* [Try it]
Copy out each line of the listing that has the word "Móric" in it.
= = = = = = =
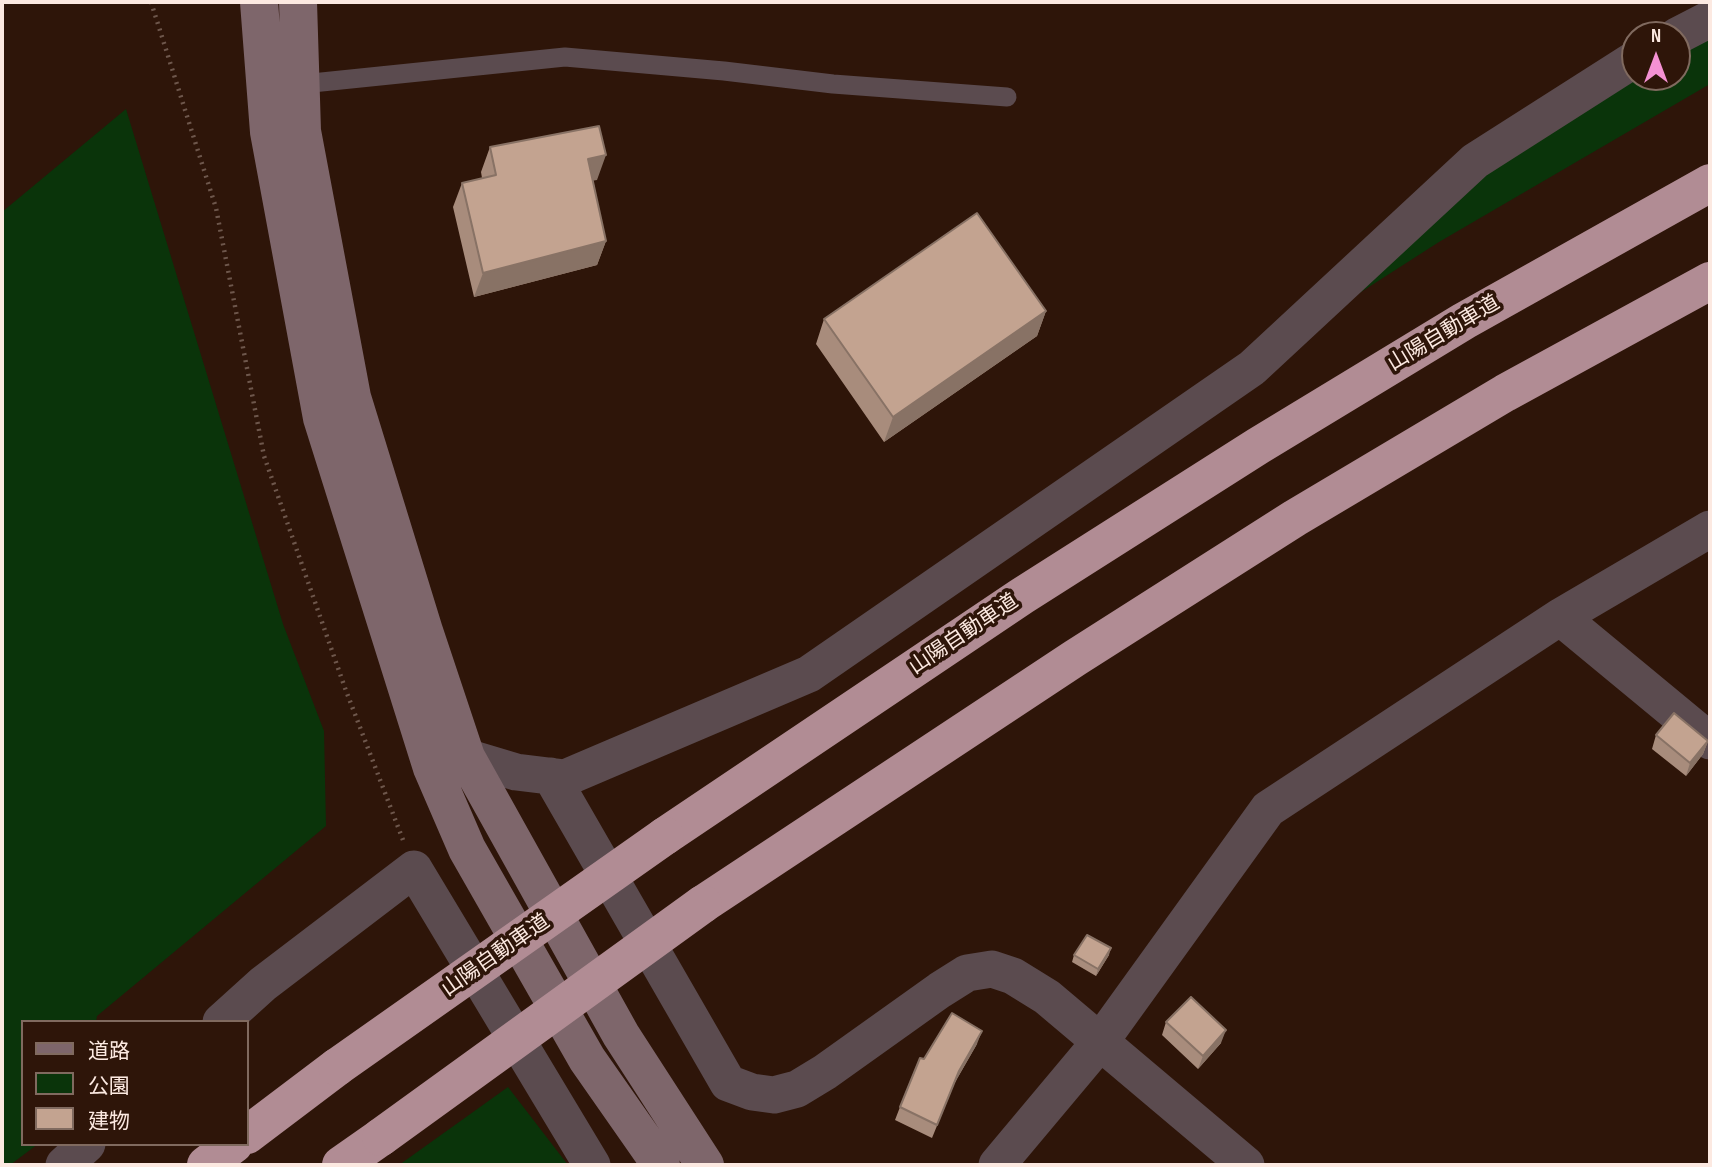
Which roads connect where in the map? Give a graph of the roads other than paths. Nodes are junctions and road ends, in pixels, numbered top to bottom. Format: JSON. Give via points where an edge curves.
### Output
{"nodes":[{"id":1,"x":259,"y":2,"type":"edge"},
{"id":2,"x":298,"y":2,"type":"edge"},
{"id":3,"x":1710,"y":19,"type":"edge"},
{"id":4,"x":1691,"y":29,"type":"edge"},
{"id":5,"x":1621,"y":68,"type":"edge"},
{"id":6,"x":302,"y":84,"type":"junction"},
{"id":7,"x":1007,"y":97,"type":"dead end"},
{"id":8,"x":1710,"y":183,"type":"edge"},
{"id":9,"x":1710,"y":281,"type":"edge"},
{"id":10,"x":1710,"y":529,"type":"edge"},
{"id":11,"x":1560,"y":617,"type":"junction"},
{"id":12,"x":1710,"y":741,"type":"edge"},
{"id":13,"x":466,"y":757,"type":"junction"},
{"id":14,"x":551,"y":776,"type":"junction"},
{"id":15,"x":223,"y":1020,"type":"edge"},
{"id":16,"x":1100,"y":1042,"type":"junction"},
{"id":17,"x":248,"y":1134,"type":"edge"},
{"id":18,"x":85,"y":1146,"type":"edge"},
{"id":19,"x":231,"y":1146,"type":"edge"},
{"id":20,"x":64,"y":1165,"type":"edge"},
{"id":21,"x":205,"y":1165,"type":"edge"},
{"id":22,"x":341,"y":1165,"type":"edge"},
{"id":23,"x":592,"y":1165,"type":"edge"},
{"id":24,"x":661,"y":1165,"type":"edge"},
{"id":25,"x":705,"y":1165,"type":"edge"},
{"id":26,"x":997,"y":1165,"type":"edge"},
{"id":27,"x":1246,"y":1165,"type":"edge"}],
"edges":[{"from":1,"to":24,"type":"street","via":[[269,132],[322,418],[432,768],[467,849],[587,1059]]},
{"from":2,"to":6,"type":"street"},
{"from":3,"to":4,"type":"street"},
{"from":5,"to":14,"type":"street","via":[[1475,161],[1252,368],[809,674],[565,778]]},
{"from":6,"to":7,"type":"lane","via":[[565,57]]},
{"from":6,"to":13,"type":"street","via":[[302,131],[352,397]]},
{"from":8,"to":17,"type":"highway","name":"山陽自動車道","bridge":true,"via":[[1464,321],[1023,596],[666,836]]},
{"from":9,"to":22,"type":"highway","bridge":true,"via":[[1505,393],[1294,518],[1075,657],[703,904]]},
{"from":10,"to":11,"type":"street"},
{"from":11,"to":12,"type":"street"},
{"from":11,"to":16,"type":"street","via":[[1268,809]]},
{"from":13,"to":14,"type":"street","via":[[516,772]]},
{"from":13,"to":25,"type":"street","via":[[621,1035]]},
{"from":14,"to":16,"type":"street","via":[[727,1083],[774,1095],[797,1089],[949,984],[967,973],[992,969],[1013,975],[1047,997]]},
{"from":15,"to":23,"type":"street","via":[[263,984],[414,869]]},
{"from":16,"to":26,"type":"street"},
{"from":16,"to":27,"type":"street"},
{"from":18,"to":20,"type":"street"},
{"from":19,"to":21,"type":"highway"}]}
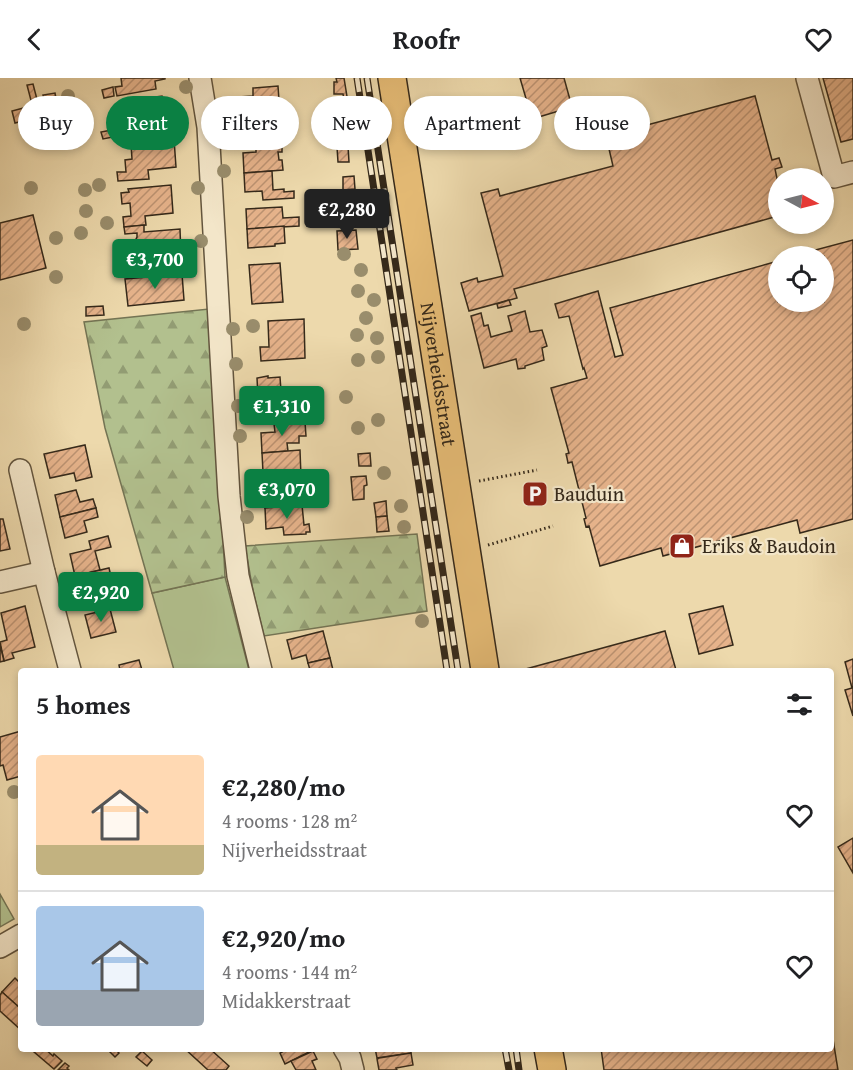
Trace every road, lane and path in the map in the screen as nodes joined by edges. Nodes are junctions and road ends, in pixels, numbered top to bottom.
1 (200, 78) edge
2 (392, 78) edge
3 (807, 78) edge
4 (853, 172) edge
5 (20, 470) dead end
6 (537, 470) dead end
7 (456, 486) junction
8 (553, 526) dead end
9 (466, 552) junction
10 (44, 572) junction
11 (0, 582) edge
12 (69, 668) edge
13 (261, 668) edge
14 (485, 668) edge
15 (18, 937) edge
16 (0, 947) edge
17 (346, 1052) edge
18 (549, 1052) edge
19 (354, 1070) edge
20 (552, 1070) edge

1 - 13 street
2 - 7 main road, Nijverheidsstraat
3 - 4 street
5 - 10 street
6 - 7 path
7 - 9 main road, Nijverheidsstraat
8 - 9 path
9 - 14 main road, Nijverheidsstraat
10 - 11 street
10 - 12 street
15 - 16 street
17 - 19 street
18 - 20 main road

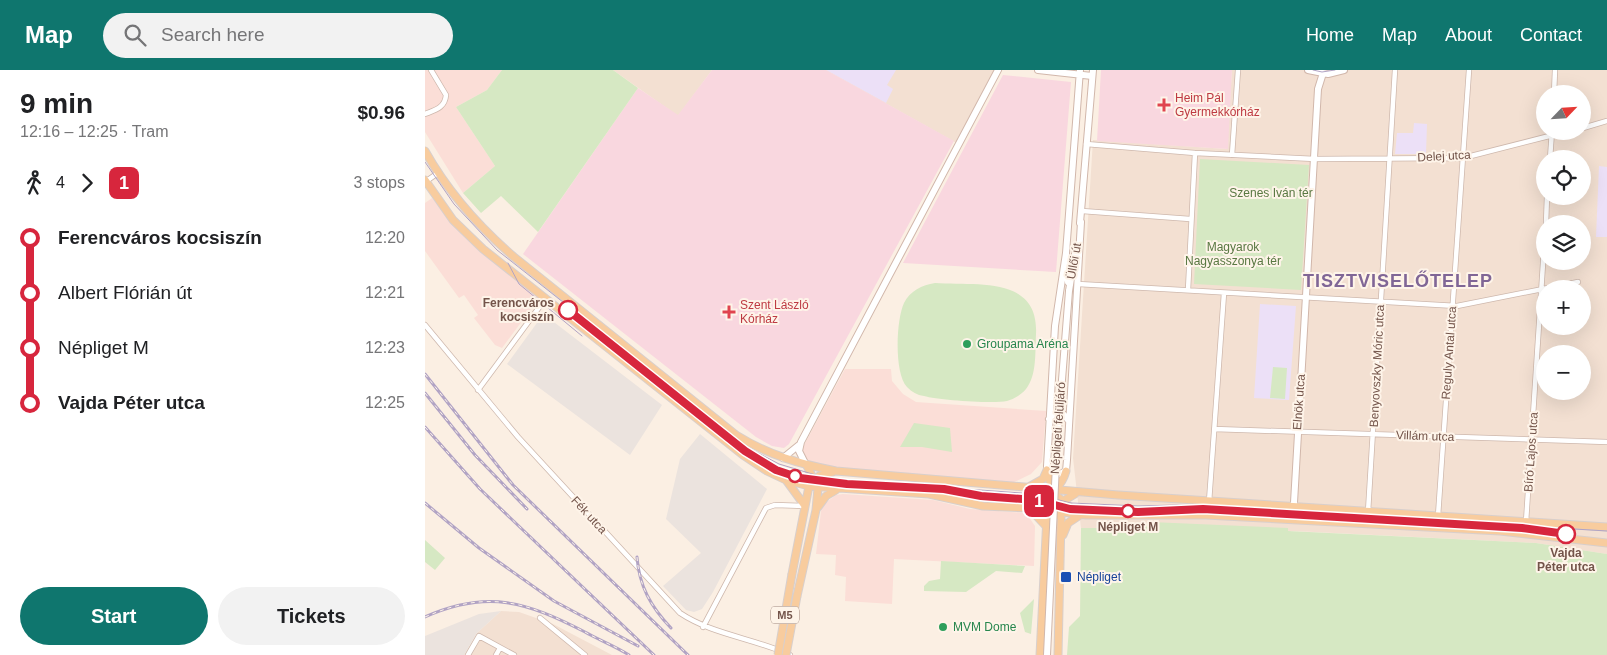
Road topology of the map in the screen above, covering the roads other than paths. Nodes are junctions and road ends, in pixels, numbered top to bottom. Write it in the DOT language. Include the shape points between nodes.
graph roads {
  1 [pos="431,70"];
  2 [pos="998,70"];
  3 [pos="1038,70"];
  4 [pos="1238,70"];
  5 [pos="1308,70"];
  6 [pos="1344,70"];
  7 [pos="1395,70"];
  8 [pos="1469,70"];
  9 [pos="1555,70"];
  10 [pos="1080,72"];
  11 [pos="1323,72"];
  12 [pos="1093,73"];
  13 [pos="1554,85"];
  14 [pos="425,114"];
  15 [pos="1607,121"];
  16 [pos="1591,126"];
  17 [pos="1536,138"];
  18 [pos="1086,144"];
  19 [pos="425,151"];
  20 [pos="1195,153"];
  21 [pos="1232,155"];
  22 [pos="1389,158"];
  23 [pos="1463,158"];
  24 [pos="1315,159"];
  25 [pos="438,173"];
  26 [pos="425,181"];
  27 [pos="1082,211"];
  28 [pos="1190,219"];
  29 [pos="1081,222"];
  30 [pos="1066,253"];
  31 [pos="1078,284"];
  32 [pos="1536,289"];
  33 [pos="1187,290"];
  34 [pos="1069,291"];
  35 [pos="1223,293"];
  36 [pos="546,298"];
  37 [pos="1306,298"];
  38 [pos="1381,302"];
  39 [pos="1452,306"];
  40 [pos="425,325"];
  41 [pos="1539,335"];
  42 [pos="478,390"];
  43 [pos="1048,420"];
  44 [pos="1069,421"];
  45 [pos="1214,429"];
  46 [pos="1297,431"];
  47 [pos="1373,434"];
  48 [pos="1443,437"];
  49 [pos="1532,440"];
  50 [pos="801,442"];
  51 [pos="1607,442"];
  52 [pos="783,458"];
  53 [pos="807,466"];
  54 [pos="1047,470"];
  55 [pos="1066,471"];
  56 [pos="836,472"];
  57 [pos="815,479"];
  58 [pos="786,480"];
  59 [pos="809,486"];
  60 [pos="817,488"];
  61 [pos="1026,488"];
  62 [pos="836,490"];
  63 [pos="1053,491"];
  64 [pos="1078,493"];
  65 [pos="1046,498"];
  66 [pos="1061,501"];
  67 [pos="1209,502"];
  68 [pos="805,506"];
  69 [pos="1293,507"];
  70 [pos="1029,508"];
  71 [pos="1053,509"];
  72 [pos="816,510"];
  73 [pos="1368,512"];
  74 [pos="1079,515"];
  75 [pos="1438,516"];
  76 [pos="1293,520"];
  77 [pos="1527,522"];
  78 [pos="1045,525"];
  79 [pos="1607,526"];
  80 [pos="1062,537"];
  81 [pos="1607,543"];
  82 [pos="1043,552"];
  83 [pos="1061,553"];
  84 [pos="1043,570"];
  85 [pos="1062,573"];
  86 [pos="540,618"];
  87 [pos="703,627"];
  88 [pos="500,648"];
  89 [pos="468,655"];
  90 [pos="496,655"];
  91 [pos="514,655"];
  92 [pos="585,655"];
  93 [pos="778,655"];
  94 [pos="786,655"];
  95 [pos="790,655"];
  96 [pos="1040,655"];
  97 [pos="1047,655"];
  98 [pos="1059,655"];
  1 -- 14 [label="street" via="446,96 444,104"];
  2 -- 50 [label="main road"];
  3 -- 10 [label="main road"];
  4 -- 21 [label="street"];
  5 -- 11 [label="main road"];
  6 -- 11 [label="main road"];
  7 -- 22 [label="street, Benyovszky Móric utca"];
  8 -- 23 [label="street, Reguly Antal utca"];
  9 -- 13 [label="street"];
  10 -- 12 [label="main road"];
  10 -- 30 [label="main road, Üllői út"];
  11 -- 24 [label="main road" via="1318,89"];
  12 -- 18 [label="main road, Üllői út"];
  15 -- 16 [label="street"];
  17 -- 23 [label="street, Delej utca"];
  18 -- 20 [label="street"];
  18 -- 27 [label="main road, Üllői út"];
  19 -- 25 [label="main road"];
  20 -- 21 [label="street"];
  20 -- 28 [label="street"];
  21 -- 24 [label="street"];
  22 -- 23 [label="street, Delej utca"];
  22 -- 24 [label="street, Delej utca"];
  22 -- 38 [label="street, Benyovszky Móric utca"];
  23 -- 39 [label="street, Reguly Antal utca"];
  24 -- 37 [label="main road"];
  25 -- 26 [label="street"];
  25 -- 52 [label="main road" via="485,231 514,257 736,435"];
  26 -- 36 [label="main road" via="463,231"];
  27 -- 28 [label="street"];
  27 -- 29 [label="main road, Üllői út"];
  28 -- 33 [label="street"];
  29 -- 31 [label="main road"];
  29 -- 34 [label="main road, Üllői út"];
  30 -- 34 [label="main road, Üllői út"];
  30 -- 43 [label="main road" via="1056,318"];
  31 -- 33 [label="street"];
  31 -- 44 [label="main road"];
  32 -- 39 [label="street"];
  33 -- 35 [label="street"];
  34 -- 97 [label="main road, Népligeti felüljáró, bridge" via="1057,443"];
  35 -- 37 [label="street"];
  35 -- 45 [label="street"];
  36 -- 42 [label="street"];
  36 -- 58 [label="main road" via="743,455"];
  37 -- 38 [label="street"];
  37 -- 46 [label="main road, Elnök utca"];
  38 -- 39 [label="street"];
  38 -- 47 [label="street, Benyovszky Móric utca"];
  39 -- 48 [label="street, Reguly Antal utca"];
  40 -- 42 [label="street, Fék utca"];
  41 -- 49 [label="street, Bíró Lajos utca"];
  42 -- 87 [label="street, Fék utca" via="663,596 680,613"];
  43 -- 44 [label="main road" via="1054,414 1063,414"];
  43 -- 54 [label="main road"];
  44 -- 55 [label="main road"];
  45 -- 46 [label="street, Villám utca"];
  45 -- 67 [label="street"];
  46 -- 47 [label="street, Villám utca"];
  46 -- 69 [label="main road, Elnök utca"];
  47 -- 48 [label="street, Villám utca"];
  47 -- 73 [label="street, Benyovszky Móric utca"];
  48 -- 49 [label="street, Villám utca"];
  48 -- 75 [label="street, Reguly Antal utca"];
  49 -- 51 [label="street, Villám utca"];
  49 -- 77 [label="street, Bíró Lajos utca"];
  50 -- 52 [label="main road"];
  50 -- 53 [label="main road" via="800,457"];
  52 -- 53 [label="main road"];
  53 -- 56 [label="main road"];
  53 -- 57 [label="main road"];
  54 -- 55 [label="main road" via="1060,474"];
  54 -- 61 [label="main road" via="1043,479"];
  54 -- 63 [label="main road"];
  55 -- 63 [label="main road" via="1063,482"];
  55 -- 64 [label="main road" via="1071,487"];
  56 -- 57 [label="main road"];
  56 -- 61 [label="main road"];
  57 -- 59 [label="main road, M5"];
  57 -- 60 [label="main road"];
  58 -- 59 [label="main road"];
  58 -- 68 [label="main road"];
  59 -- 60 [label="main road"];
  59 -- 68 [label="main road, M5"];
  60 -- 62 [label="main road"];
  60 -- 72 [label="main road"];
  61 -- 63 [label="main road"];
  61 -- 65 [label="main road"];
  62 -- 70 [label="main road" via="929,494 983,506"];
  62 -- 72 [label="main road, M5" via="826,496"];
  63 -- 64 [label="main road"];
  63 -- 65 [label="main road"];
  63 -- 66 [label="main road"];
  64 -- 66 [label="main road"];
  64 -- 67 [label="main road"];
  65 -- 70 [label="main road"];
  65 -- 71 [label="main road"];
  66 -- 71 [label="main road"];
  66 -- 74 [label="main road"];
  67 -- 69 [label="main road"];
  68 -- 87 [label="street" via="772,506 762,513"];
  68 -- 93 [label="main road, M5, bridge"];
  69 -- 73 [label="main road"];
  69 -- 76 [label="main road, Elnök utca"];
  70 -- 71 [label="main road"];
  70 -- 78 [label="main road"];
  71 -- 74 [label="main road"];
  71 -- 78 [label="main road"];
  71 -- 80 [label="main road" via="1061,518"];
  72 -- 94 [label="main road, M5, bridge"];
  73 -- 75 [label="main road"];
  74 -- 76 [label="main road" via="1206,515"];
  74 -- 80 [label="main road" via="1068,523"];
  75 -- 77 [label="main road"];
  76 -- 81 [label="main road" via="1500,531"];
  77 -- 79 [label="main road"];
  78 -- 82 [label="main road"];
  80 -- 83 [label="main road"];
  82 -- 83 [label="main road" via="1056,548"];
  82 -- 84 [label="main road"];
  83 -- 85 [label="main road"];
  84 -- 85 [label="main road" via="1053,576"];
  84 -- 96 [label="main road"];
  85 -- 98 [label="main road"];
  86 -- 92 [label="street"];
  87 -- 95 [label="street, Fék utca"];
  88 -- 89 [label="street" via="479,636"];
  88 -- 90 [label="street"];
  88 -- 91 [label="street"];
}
= = = = = = =
* [Response box]
  7 -- 22 [label="street, Benyovszky Móric utca"];
  22 -- 38 [label="street, Benyovszky Móric utca"];
  38 -- 47 [label="street, Benyovszky Móric utca"];
  47 -- 73 [label="street, Benyovszky Móric utca"];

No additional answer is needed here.